Pentagon officials are reportedly losing confidence in the US military’s ability to counter Iranian armed forces in case of a direct confrontation, citing the shrinking presence of US military forces in the Middle East region is the main contributing factor.

Just as US President Donald Trump is preparing to resume what he calls the “toughest ever” sanctions against Iran to drive the Islamic Republic’s oil exports to zero, US military commanders think that the recent decisions by the Pentagon to move ships, combat aircraft and missile defense systems out of the region only plays into Iran’s hands.

Iran has threatened to close down the Strait of Hormuz and stop all oil exports from the Persian Gulf region in case Trump delivers on his pledge.

While the threat seems to have worked its magic by prompting the White House to issue waivers for Iran’s main oil buyers, US military officials are worried that the current levels American military presence in the region cannot stop Iran from shutting down the crucial waterway.

According to The Washington Post, the officials worry that Iran could easily fulfill the task by using it robust arsenal of ballistic missiles and its ability to plant naval mines.

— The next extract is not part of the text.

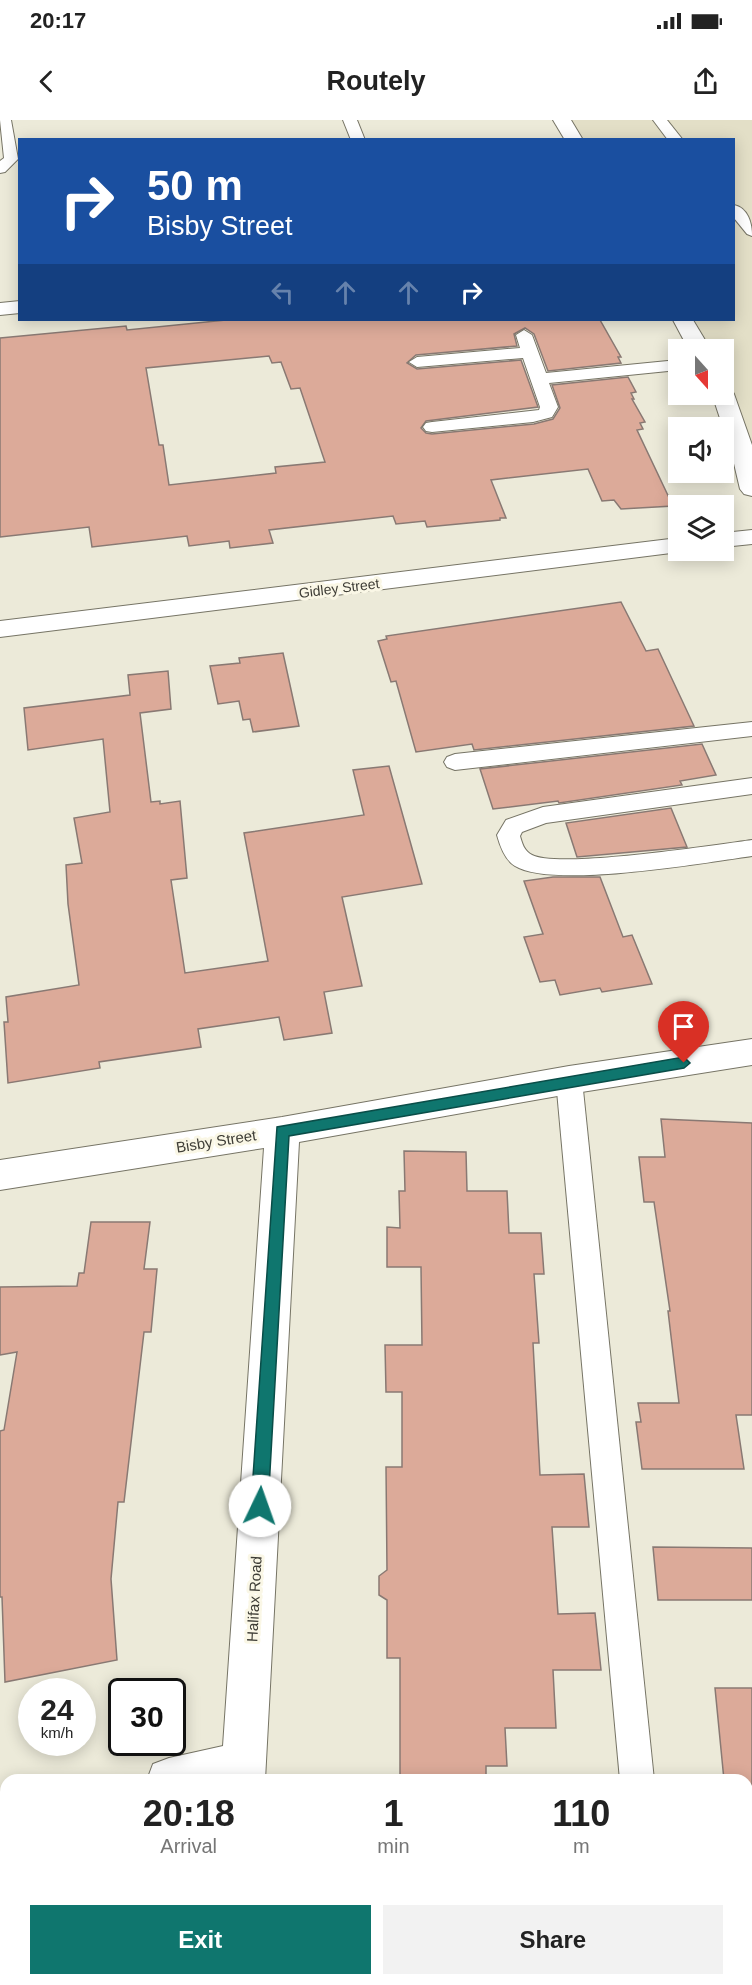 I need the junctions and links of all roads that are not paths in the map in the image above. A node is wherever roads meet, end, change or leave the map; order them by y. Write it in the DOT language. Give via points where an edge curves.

Under Trump, who thinks China and Russia pose the greatest threats to the US, the Pentagon has moved some of its forces out of the region and stationed them in bases across the Pacific region instead.

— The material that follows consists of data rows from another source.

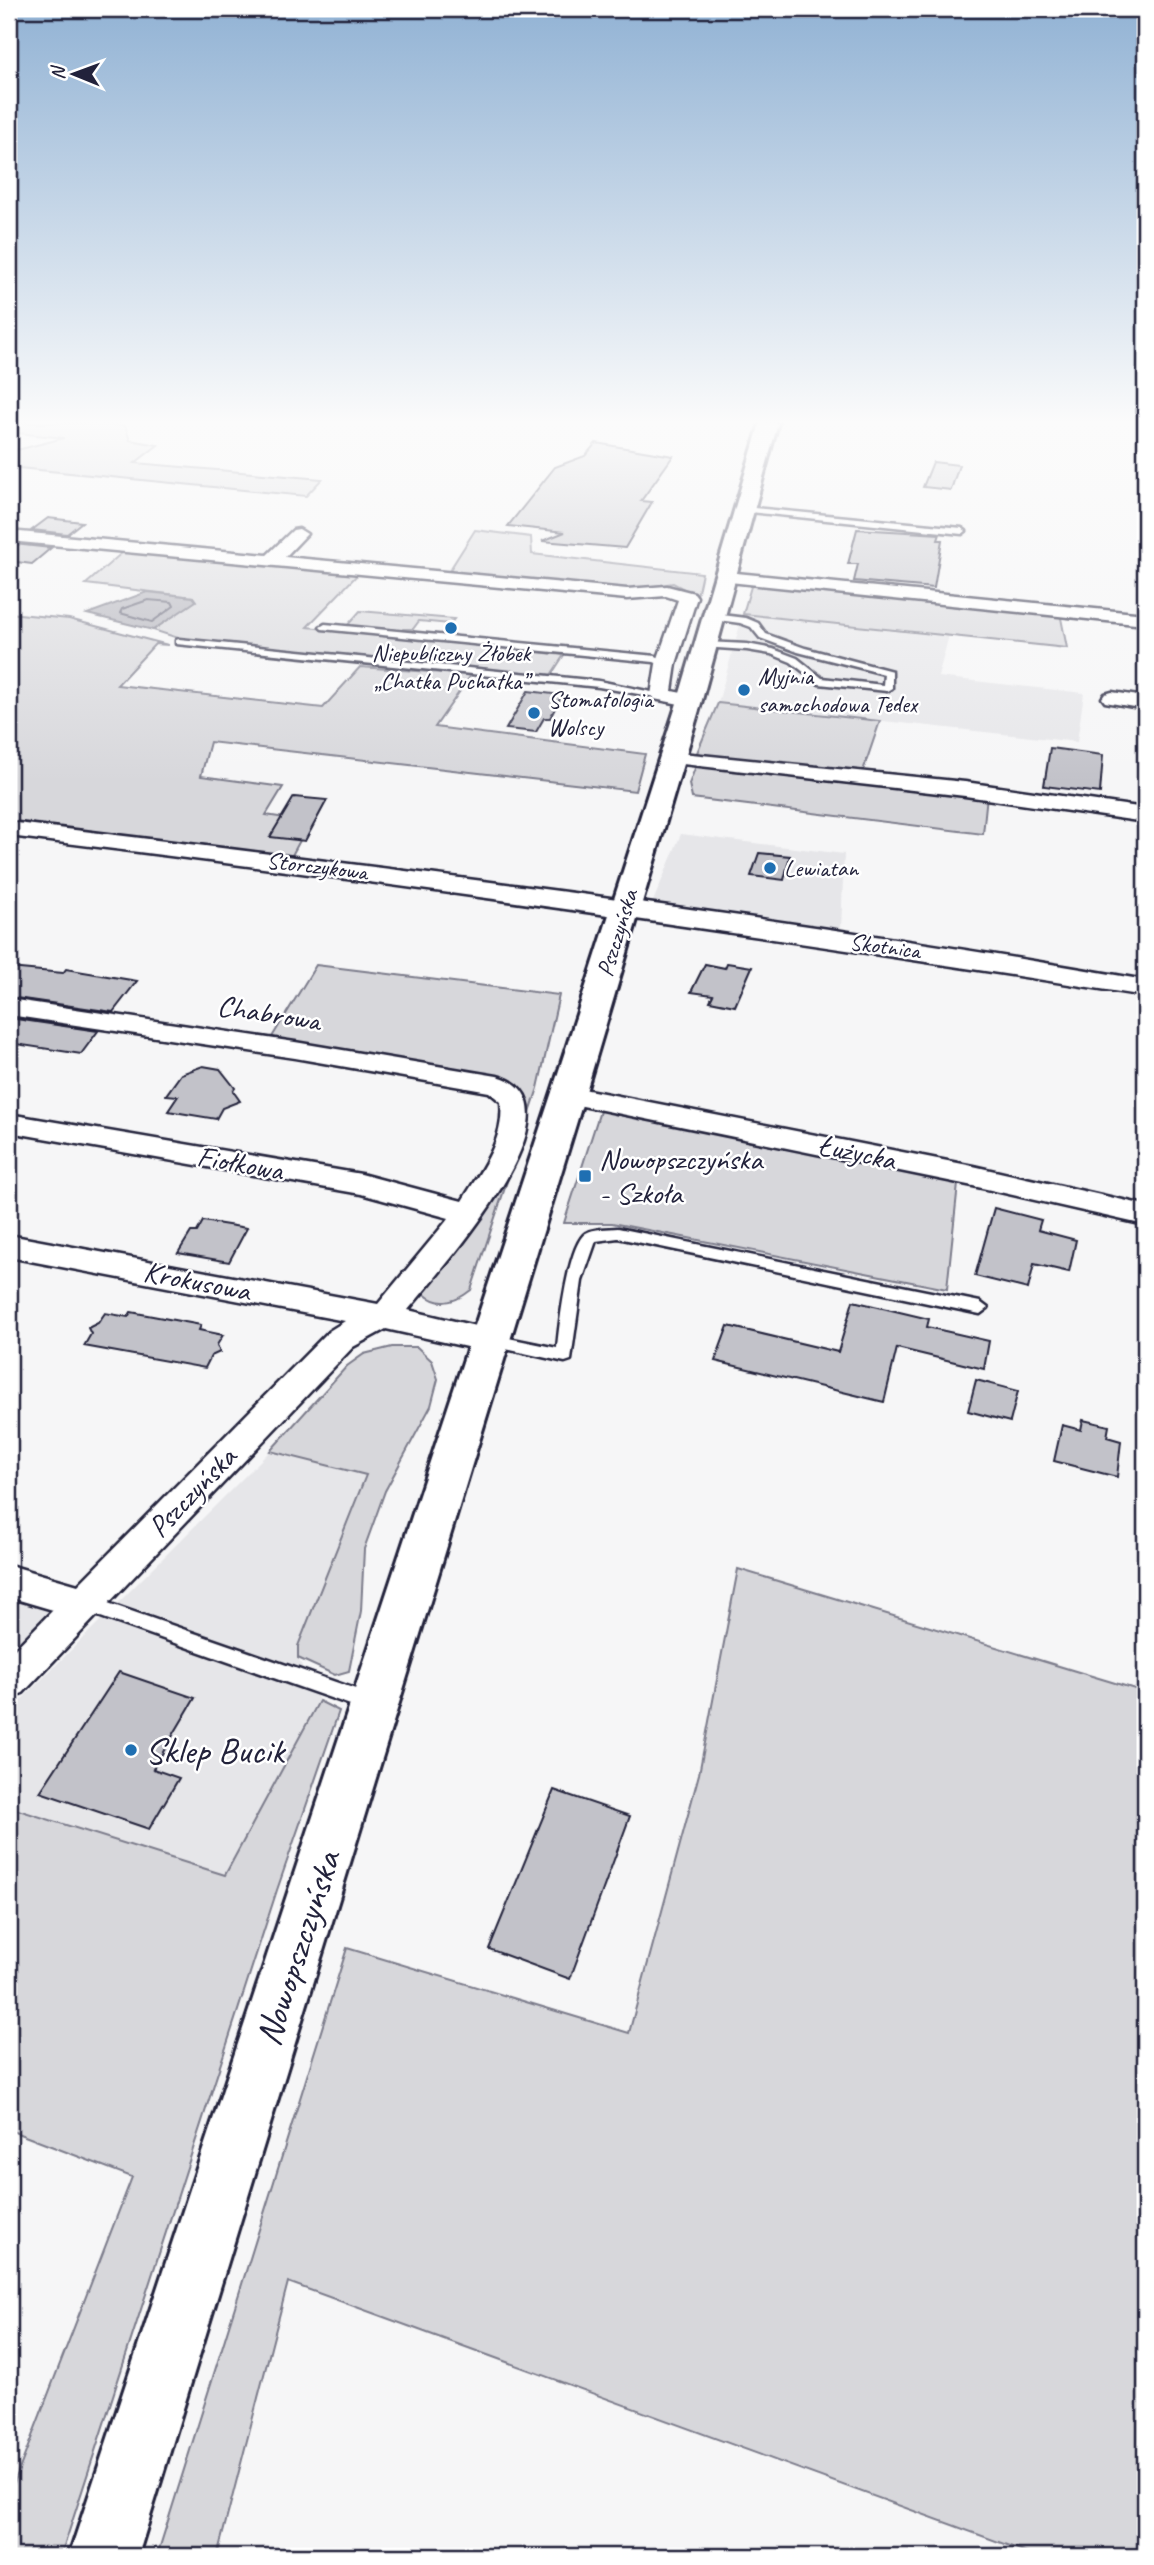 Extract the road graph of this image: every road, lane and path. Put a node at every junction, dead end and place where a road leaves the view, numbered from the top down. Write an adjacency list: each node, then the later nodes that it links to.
1 (79, 543): 4 (street)
2 (290, 543): 4 (street)
3 (735, 543): 5 (main road, Pszczyńska)
4 (271, 561): 13 (street)
5 (726, 577): 6 (main road, Pszczyńska); 7 (street)
6 (714, 617): 9 (lane); 11 (main road, Pszczyńska)
7 (1145, 620)
8 (325, 627): 13 (lane)
9 (763, 636): 12 (lane); 12 (lane)
10 (179, 642): 14 (lane)
11 (706, 645): 12 (lane); 16 (main road, Pszczyńska)
12 (747, 647)
13 (666, 664): 14 (street)
14 (661, 695): 16 (street)
15 (1112, 698): 17 (street)
16 (690, 700): 18 (main road, Pszczyńska)
17 (1145, 703)
18 (672, 758): 19 (street); 21 (main road, Pszczyńska)
19 (1145, 815)
20 (9, 829): 21 (street, Storczykowa)
21 (624, 908): 22 (street, Skotnica); 24 (main road, Pszczyńska)
22 (1145, 988)
23 (9, 1007): 25 (street, Chabrowa)
24 (568, 1096): 28 (street, Łużycka); 32 (main road, Pszczyńska)
25 (515, 1099): 27 (street, Pszczyńska)
26 (9, 1123): 27 (street, Fiołkowa)
27 (470, 1213): 31 (street, Pszczyńska)
28 (1145, 1215)
29 (9, 1246): 31 (street, Krokusowa)
30 (979, 1308): 32 (lane)
31 (385, 1317): 32 (street); 34 (street, Pszczyńska)
32 (489, 1340): 36 (main road, Nowopszczyńska)
33 (9, 1581): 34 (street)
34 (85, 1603): 35 (street, Pszczyńska); 36 (lane)
35 (9, 1681)
36 (375, 1705): 37 (main road, Nowopszczyńska)
37 (103, 2556)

The US military has not had an aircraft carrier in the Persian Gulf region since March. It has also removed a large share of its Patriot missile batteries out of the region along with a number of its stealthy combat aircraft, the F-22 Raptor.

US Defense Secretary Jim Mattis calls the new posture a “great power competition.”

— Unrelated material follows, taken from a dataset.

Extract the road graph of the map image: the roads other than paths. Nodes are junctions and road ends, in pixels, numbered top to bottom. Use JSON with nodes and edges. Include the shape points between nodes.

That doesn’t mean the Trump administration has forgotten about Iran.

Watch: IRGC speedboats’ encounter with US carrier

Iran for the first time releases a video showing a large number of IRGC speedboats closing in on a US aircraft carrier in the Persian Gulf.

Ever since entering the White House, Trump has taken aggressive actions against Tehran, a pressure campaign that peaked in May, when he pulled out of the 2015 Iran nuclear deal and pledged to reinstate all of the sanctions that were removed under the historic accord.

Undeterred by the threats, however, Iran has defended its territories against any possible trespassing by American and other foreign forces in the region.

Iranian naval forces have on many occasion fired warning shots towards American military vessels approaching Iranian waters and asked them to change course.

The chief commander of the Islamic Revolution Guards Corps (IRGC) made it clear on Friday that Iran will give a crushing response to any threat to its security even if it requires extraterritorial operations.

“Iran will never avoid giving response [to threats] beyond its borders if its security is put in danger,” Major General Mohammad Ali Jafari told Yemen’s al-Masirah TV on Friday.